§ **Assigned task**:
Nothing in the entries should change; repeat them exactly.

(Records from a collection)
================================

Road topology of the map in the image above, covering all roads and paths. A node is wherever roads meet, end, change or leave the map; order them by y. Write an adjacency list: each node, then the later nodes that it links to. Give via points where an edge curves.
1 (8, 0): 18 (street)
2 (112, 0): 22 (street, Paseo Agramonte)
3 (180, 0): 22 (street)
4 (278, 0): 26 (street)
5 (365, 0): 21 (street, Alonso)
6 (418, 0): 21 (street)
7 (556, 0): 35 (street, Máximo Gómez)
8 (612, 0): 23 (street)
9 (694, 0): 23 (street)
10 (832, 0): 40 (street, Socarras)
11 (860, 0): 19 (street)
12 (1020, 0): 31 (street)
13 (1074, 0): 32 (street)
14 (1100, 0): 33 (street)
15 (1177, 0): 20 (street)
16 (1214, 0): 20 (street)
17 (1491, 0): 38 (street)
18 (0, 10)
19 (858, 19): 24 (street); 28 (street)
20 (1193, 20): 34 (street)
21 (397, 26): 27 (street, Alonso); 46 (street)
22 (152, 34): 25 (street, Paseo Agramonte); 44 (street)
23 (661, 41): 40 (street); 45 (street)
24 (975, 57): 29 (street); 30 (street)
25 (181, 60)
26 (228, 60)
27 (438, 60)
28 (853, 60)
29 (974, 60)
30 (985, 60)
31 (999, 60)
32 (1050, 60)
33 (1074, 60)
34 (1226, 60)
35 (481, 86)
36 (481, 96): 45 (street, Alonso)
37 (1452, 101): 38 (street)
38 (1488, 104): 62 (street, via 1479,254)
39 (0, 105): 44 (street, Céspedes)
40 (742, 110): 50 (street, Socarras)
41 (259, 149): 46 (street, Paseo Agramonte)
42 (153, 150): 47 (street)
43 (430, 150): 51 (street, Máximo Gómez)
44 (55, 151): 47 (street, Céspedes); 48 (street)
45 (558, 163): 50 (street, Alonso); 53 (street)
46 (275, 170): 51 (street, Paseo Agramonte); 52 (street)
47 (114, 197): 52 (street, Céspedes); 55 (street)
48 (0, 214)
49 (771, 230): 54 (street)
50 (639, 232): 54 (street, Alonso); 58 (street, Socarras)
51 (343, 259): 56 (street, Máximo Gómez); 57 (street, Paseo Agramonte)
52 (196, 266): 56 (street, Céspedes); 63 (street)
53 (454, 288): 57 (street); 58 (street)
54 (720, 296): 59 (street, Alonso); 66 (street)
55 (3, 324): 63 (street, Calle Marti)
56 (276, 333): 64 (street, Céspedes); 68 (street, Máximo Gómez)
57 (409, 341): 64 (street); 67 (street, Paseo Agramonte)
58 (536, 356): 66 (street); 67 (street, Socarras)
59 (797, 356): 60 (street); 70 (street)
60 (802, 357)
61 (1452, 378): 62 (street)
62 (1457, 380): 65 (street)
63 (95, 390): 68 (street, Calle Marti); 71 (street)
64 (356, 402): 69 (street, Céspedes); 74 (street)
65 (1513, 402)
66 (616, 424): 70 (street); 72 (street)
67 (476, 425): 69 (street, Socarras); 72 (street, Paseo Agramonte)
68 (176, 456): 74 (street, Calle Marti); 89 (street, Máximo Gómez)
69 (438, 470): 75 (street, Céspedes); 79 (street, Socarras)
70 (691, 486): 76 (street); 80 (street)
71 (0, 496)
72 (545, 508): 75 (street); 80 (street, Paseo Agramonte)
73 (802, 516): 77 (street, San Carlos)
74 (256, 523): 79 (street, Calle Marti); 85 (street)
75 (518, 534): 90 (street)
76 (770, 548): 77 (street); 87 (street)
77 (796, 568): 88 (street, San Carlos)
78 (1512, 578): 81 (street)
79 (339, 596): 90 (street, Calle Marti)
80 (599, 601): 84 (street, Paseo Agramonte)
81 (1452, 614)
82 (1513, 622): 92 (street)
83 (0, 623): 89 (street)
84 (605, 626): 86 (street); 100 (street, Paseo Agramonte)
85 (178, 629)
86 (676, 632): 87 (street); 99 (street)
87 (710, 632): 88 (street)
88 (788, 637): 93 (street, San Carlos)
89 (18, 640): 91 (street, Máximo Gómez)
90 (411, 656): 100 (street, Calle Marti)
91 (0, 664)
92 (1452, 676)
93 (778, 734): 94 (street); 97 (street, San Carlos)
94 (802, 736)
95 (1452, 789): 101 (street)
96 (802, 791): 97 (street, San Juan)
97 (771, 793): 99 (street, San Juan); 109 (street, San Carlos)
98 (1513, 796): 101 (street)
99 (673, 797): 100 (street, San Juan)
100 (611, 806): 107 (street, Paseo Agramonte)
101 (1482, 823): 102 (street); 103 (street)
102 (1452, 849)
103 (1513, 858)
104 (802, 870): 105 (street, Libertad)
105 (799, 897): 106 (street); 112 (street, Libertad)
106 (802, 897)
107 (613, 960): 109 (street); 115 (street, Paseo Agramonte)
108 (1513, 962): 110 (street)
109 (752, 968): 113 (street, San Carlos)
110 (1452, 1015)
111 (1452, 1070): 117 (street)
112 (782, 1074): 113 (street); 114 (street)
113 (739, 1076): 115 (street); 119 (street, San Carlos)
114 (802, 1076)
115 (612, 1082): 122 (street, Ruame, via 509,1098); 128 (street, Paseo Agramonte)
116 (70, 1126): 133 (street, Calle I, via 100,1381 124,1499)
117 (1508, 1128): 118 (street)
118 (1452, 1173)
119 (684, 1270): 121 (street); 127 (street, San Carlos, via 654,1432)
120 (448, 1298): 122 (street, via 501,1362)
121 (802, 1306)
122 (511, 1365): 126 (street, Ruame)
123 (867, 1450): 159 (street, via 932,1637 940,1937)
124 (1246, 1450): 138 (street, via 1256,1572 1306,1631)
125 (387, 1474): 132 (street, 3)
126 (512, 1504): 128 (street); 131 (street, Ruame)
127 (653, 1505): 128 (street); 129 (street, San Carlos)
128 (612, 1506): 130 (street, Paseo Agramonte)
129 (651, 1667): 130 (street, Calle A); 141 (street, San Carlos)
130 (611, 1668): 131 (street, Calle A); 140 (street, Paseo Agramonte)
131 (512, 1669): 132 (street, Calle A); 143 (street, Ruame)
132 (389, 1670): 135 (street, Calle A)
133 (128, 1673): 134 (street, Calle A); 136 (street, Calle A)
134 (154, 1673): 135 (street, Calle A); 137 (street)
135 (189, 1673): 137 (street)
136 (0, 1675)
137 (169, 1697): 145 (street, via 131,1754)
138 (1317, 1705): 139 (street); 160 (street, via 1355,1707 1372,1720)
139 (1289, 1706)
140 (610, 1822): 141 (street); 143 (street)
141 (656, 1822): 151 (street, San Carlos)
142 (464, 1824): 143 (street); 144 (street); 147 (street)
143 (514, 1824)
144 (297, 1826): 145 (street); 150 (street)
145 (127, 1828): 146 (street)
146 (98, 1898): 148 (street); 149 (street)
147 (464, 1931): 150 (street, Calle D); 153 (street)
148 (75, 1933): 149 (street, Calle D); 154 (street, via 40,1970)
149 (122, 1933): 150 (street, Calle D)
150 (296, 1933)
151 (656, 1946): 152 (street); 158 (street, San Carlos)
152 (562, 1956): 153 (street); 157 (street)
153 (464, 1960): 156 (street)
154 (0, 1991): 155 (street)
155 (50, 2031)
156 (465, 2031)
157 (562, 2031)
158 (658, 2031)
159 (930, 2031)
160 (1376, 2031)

================================

§ **Solution to this task**:
Road topology of the map in the image above, covering all roads and paths. A node is wherever roads meet, end, change or leave the map; order them by y. Write an adjacency list: each node, then the later nodes that it links to. Give via points where an edge curves.
1 (8, 0): 18 (street)
2 (112, 0): 22 (street, Paseo Agramonte)
3 (180, 0): 22 (street)
4 (278, 0): 26 (street)
5 (365, 0): 21 (street, Alonso)
6 (418, 0): 21 (street)
7 (556, 0): 35 (street, Máximo Gómez)
8 (612, 0): 23 (street)
9 (694, 0): 23 (street)
10 (832, 0): 40 (street, Socarras)
11 (860, 0): 19 (street)
12 (1020, 0): 31 (street)
13 (1074, 0): 32 (street)
14 (1100, 0): 33 (street)
15 (1177, 0): 20 (street)
16 (1214, 0): 20 (street)
17 (1491, 0): 38 (street)
18 (0, 10)
19 (858, 19): 24 (street); 28 (street)
20 (1193, 20): 34 (street)
21 (397, 26): 27 (street, Alonso); 46 (street)
22 (152, 34): 25 (street, Paseo Agramonte); 44 (street)
23 (661, 41): 40 (street); 45 (street)
24 (975, 57): 29 (street); 30 (street)
25 (181, 60)
26 (228, 60)
27 (438, 60)
28 (853, 60)
29 (974, 60)
30 (985, 60)
31 (999, 60)
32 (1050, 60)
33 (1074, 60)
34 (1226, 60)
35 (481, 86)
36 (481, 96): 45 (street, Alonso)
37 (1452, 101): 38 (street)
38 (1488, 104): 62 (street, via 1479,254)
39 (0, 105): 44 (street, Céspedes)
40 (742, 110): 50 (street, Socarras)
41 (259, 149): 46 (street, Paseo Agramonte)
42 (153, 150): 47 (street)
43 (430, 150): 51 (street, Máximo Gómez)
44 (55, 151): 47 (street, Céspedes); 48 (street)
45 (558, 163): 50 (street, Alonso); 53 (street)
46 (275, 170): 51 (street, Paseo Agramonte); 52 (street)
47 (114, 197): 52 (street, Céspedes); 55 (street)
48 (0, 214)
49 (771, 230): 54 (street)
50 (639, 232): 54 (street, Alonso); 58 (street, Socarras)
51 (343, 259): 56 (street, Máximo Gómez); 57 (street, Paseo Agramonte)
52 (196, 266): 56 (street, Céspedes); 63 (street)
53 (454, 288): 57 (street); 58 (street)
54 (720, 296): 59 (street, Alonso); 66 (street)
55 (3, 324): 63 (street, Calle Marti)
56 (276, 333): 64 (street, Céspedes); 68 (street, Máximo Gómez)
57 (409, 341): 64 (street); 67 (street, Paseo Agramonte)
58 (536, 356): 66 (street); 67 (street, Socarras)
59 (797, 356): 60 (street); 70 (street)
60 (802, 357)
61 (1452, 378): 62 (street)
62 (1457, 380): 65 (street)
63 (95, 390): 68 (street, Calle Marti); 71 (street)
64 (356, 402): 69 (street, Céspedes); 74 (street)
65 (1513, 402)
66 (616, 424): 70 (street); 72 (street)
67 (476, 425): 69 (street, Socarras); 72 (street, Paseo Agramonte)
68 (176, 456): 74 (street, Calle Marti); 89 (street, Máximo Gómez)
69 (438, 470): 75 (street, Céspedes); 79 (street, Socarras)
70 (691, 486): 76 (street); 80 (street)
71 (0, 496)
72 (545, 508): 75 (street); 80 (street, Paseo Agramonte)
73 (802, 516): 77 (street, San Carlos)
74 (256, 523): 79 (street, Calle Marti); 85 (street)
75 (518, 534): 90 (street)
76 (770, 548): 77 (street); 87 (street)
77 (796, 568): 88 (street, San Carlos)
78 (1512, 578): 81 (street)
79 (339, 596): 90 (street, Calle Marti)
80 (599, 601): 84 (street, Paseo Agramonte)
81 (1452, 614)
82 (1513, 622): 92 (street)
83 (0, 623): 89 (street)
84 (605, 626): 86 (street); 100 (street, Paseo Agramonte)
85 (178, 629)
86 (676, 632): 87 (street); 99 (street)
87 (710, 632): 88 (street)
88 (788, 637): 93 (street, San Carlos)
89 (18, 640): 91 (street, Máximo Gómez)
90 (411, 656): 100 (street, Calle Marti)
91 (0, 664)
92 (1452, 676)
93 (778, 734): 94 (street); 97 (street, San Carlos)
94 (802, 736)
95 (1452, 789): 101 (street)
96 (802, 791): 97 (street, San Juan)
97 (771, 793): 99 (street, San Juan); 109 (street, San Carlos)
98 (1513, 796): 101 (street)
99 (673, 797): 100 (street, San Juan)
100 (611, 806): 107 (street, Paseo Agramonte)
101 (1482, 823): 102 (street); 103 (street)
102 (1452, 849)
103 (1513, 858)
104 (802, 870): 105 (street, Libertad)
105 (799, 897): 106 (street); 112 (street, Libertad)
106 (802, 897)
107 (613, 960): 109 (street); 115 (street, Paseo Agramonte)
108 (1513, 962): 110 (street)
109 (752, 968): 113 (street, San Carlos)
110 (1452, 1015)
111 (1452, 1070): 117 (street)
112 (782, 1074): 113 (street); 114 (street)
113 (739, 1076): 115 (street); 119 (street, San Carlos)
114 (802, 1076)
115 (612, 1082): 122 (street, Ruame, via 509,1098); 128 (street, Paseo Agramonte)
116 (70, 1126): 133 (street, Calle I, via 100,1381 124,1499)
117 (1508, 1128): 118 (street)
118 (1452, 1173)
119 (684, 1270): 121 (street); 127 (street, San Carlos, via 654,1432)
120 (448, 1298): 122 (street, via 501,1362)
121 (802, 1306)
122 (511, 1365): 126 (street, Ruame)
123 (867, 1450): 159 (street, via 932,1637 940,1937)
124 (1246, 1450): 138 (street, via 1256,1572 1306,1631)
125 (387, 1474): 132 (street, 3)
126 (512, 1504): 128 (street); 131 (street, Ruame)
127 (653, 1505): 128 (street); 129 (street, San Carlos)
128 (612, 1506): 130 (street, Paseo Agramonte)
129 (651, 1667): 130 (street, Calle A); 141 (street, San Carlos)
130 (611, 1668): 131 (street, Calle A); 140 (street, Paseo Agramonte)
131 (512, 1669): 132 (street, Calle A); 143 (street, Ruame)
132 (389, 1670): 135 (street, Calle A)
133 (128, 1673): 134 (street, Calle A); 136 (street, Calle A)
134 (154, 1673): 135 (street, Calle A); 137 (street)
135 (189, 1673): 137 (street)
136 (0, 1675)
137 (169, 1697): 145 (street, via 131,1754)
138 (1317, 1705): 139 (street); 160 (street, via 1355,1707 1372,1720)
139 (1289, 1706)
140 (610, 1822): 141 (street); 143 (street)
141 (656, 1822): 151 (street, San Carlos)
142 (464, 1824): 143 (street); 144 (street); 147 (street)
143 (514, 1824)
144 (297, 1826): 145 (street); 150 (street)
145 (127, 1828): 146 (street)
146 (98, 1898): 148 (street); 149 (street)
147 (464, 1931): 150 (street, Calle D); 153 (street)
148 (75, 1933): 149 (street, Calle D); 154 (street, via 40,1970)
149 (122, 1933): 150 (street, Calle D)
150 (296, 1933)
151 (656, 1946): 152 (street); 158 (street, San Carlos)
152 (562, 1956): 153 (street); 157 (street)
153 (464, 1960): 156 (street)
154 (0, 1991): 155 (street)
155 (50, 2031)
156 (465, 2031)
157 (562, 2031)
158 (658, 2031)
159 (930, 2031)
160 (1376, 2031)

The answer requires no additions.